For the past two years, Leonie Andereya has found her footing as an integral part of the Radisson RED family as a Curator and Assistant Curator. She is now taking the reins as a managerial lead for one of the trendiest hotels in Cape Town.What does being a woman in Africa mean to you?
It is very special for me being part of a society of so many strong-willed and opened-minded women. There is a lot I learnt since living in Africa; when it comes to compassion and a kind, holistic approach to your environment. From the day I arrived, I was greeted with an openness and sense of acceptance of who I am. Now, being part of this community, I share the responsibility to live up to this ethos.
With this year being South Africa’s 25th year of democracy, how far do you believe the country has come in empowering women?
Compared to 25 years ago, South Africa has achieved something tremendous — I don’t think anyone can argue with this. I think we can be over critical in our expectations and we tend to overlook all the good that has been done by focusing on the negative only. We cannot ignore that the journey ahead is still long and rocky but with our heads up and smiles on, this is the only way to make this work, and as such, I have no doubt this country is up to something big. Looking at my surroundings, I see women who work as CEOs and CFOs in large cooperations. I see successful businesses run by women and I see more and more diversity in teams. I am a positive person and I think women empowerment is underway, however, I do believe it is a process that can run better, and even faster, than it currently is.
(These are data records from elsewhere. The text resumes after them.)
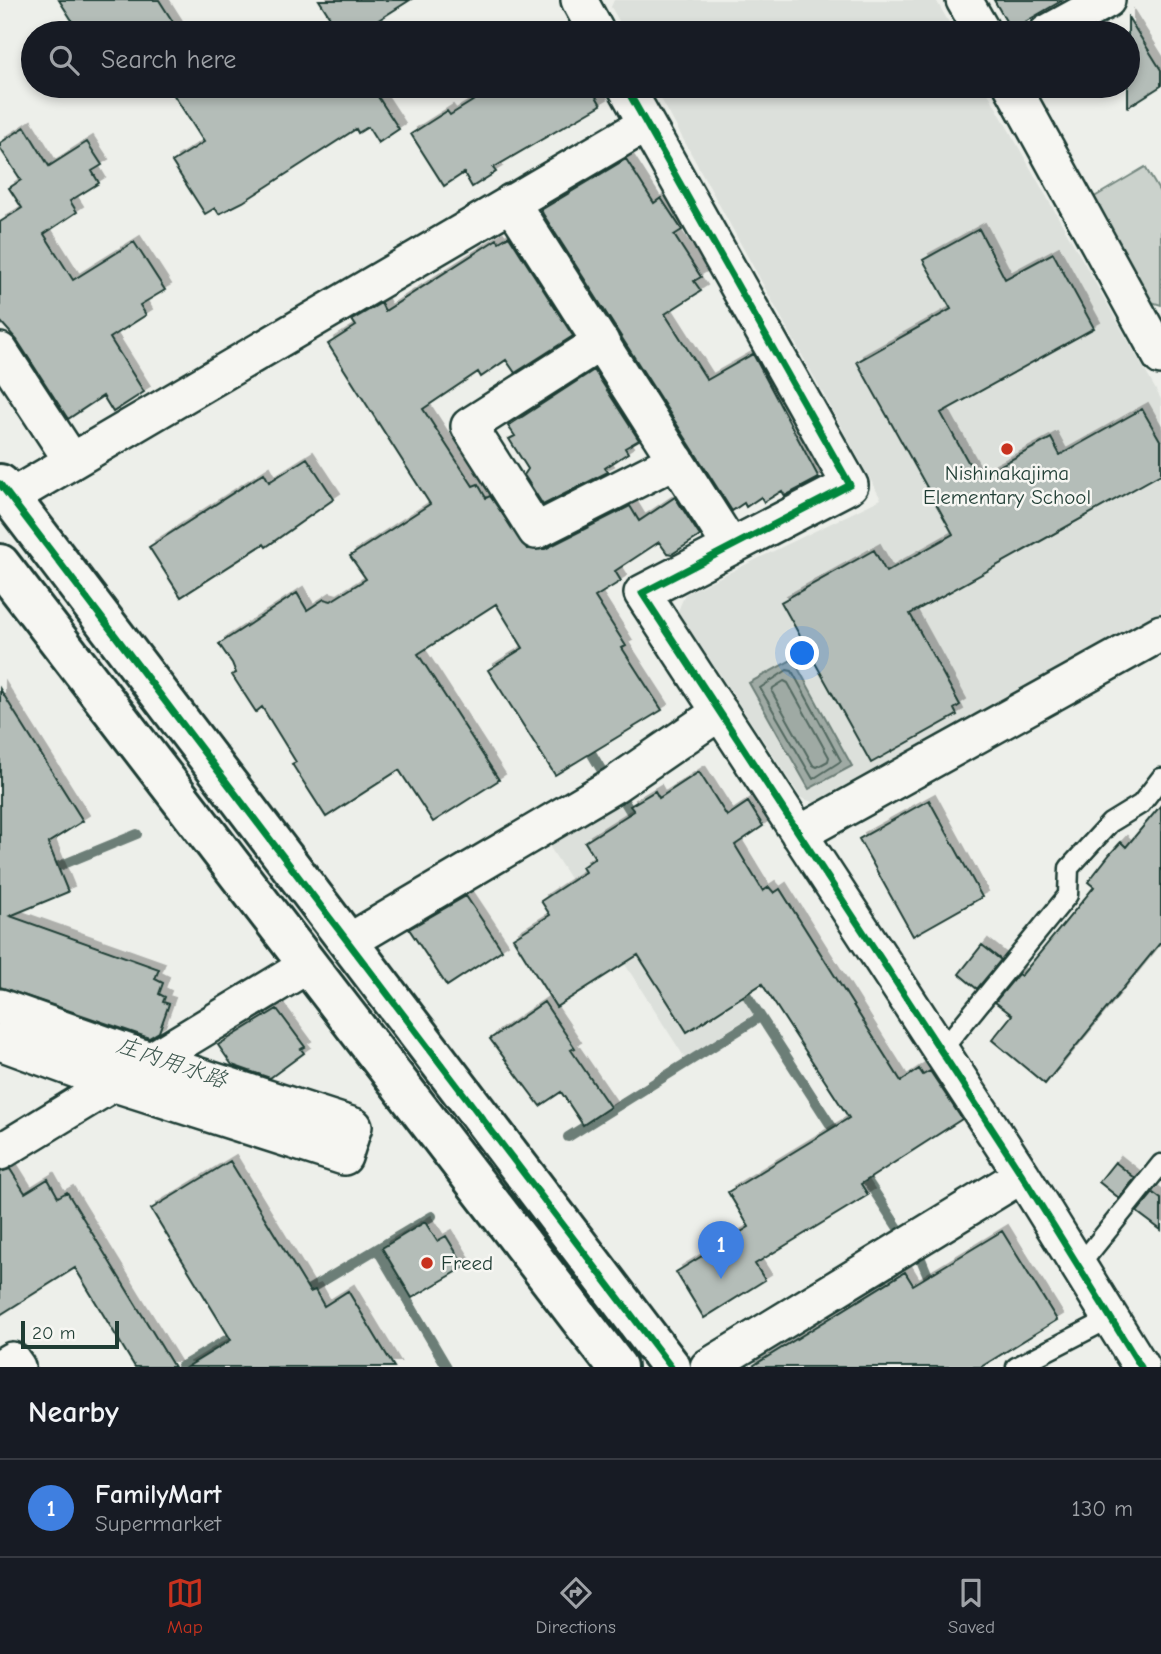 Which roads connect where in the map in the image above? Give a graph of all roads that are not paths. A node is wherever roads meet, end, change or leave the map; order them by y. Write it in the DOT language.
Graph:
graph roads {
  1 [pos="579,0"];
  2 [pos="964,0"];
  3 [pos="1107,0"];
  4 [pos="590,21"];
  5 [pos="976,21"];
  6 [pos="1069,21"];
  7 [pos="632,98"];
  8 [pos="1019,98"];
  9 [pos="646,124"];
  10 [pos="511,202"];
  11 [pos="601,342"];
  12 [pos="1158,345"];
  13 [pos="0,351"];
  14 [pos="676,460"];
  15 [pos="72,461"];
  16 [pos="5,491"];
  17 [pos="731,547"];
  18 [pos="0,564"];
  19 [pos="1161,633"];
  20 [pos="720,712"];
  21 [pos="1161,778"];
  22 [pos="799,834"];
  23 [pos="350,941"];
  24 [pos="308,965"];
  25 [pos="0,1007"];
  26 [pos="0,1042"];
  27 [pos="942,1051"];
  28 [pos="132,1071"];
  29 [pos="0,1152"];
  30 [pos="1161,1164"];
  31 [pos="1023,1175"];
  32 [pos="1079,1266"];
  33 [pos="1111,1318"];
  34 [pos="0,1367"];
  35 [pos="17,1367"];
  36 [pos="617,1367"];
  37 [pos="671,1367"];
  38 [pos="708,1367"];
  39 [pos="1016,1367"];
  40 [pos="1141,1367"];
  1 -- 4 [label="street"];
  2 -- 5 [label="street"];
  3 -- 6 [label="street"];
  7 -- 9 [label="street"];
  8 -- 12 [label="street"];
  9 -- 10 [label="street"];
  9 -- 17 [label="street"];
  10 -- 11 [label="street"];
  10 -- 15 [label="street"];
  11 -- 14 [label="street"];
  11 -- 14 [label="street"];
  13 -- 15 [label="street"];
  14 -- 17 [label="street"];
  15 -- 16 [label="street"];
  16 -- 23 [label="street"];
  17 -- 20 [label="street"];
  18 -- 24 [label="street"];
  19 -- 22 [label="street"];
  20 -- 22 [label="street"];
  20 -- 23 [label="street"];
  21 -- 27 [label="lane"];
  22 -- 27 [label="street"];
  23 -- 37 [label="street"];
  24 -- 28 [label="street"];
  24 -- 36 [label="street"];
  25 -- 28 [label="street"];
  26 -- 28 [label="street"];
  27 -- 31 [label="street"];
  28 -- 28 [label="street"];
  28 -- 29 [label="street"];
  30 -- 32 [label="lane"];
  31 -- 32 [label="street"];
  31 -- 38 [label="street"];
  32 -- 33 [label="street"];
  33 -- 39 [label="lane"];
  33 -- 40 [label="street"];
  34 -- 35 [label="street"];
}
What more do you feel can still be done?
It starts with the culture we create in our companies, on our social media platforms, at schools and in families. It is not the open but underlying discrimination that keeps women from reaching their potential. Women have been stuck in a certain role-model perception that has to be broken down. There are countless examples, all pointing to the same problem of having a society that creates expectations about certain behaviours for women. This is something observed all over the world, not only in Africa. The great news is, this is changing by strong women showing others how it can be done differently. Let’s not wait for someone to do something to empower women — it all starts with us.
What have been the greatest challenges you have faced as a leader, and how have you over-come them?
The greatest challenge to me was letting go; I am my worst enemy and I always question myself — am I doing enough? Am I doing the right thing? I had to learn that everybody goes through this and that being your own worst critic is part of keeping it real. For me, personally, any leader has a massive responsibility that is not only connected to the business they run but to the individuals on their team. Really thinking about this can be quite scary but also exciting. I started to focus on the positives and on the things I can control. I learnt to walk away from toxic people and to not let every-thing affect me personally.
What does achieving the position of Acting GM for Radisson RED mean to you?
It means the world to me. I have worked hard to get here and I always wanted to be a wife, mother and GM showing others that you can do this. However, I would have never been where I am today without the support of my family, especially my husband, my friends and the teams I have worked with. I had some great mentors in my career and always received invaluable guidance and assurance. I would not be here without my team at RED and the support I get from home — I have never taken this for granted.
What do you hope to bring to the brand in this position?
I want to be part of developing the RED culture further. We should never stop evolving, questioning the status quo and daring to do the impossible.
How do you believe society can mobilise change when it comes to upskilling women in the workplace
By changing and challenging the stereotypes. We are a society of social media and this has a massive influence on the next generation of women. Women have to be prepared to go for the big jobs and to set themselves objectives that are as high up as possible. We need to implant this in their mindsets from early on. If this cannot be done at home, the media and schools need to be the advocates of this. I also believe that we need to raise a generation of men that are excited to live on a 50/50 family responsibility module. Women often fall behind once the family planning has started. This is not necessary as it comes back to men changing their perceptions about their roles in families. The advanced structures can be there, the support and upskill development plans can be in place but nothing will be as important as the change in a society’s mindset.
How important is gender empowerment in business, and do you think enough is being done to achieve a more equal work environment?
I think gender empowerment is very important in business and in life. We need to start looking at the benefits of creating diversity in our work environment and at home. A lot is being done but there is always more that can be achieved.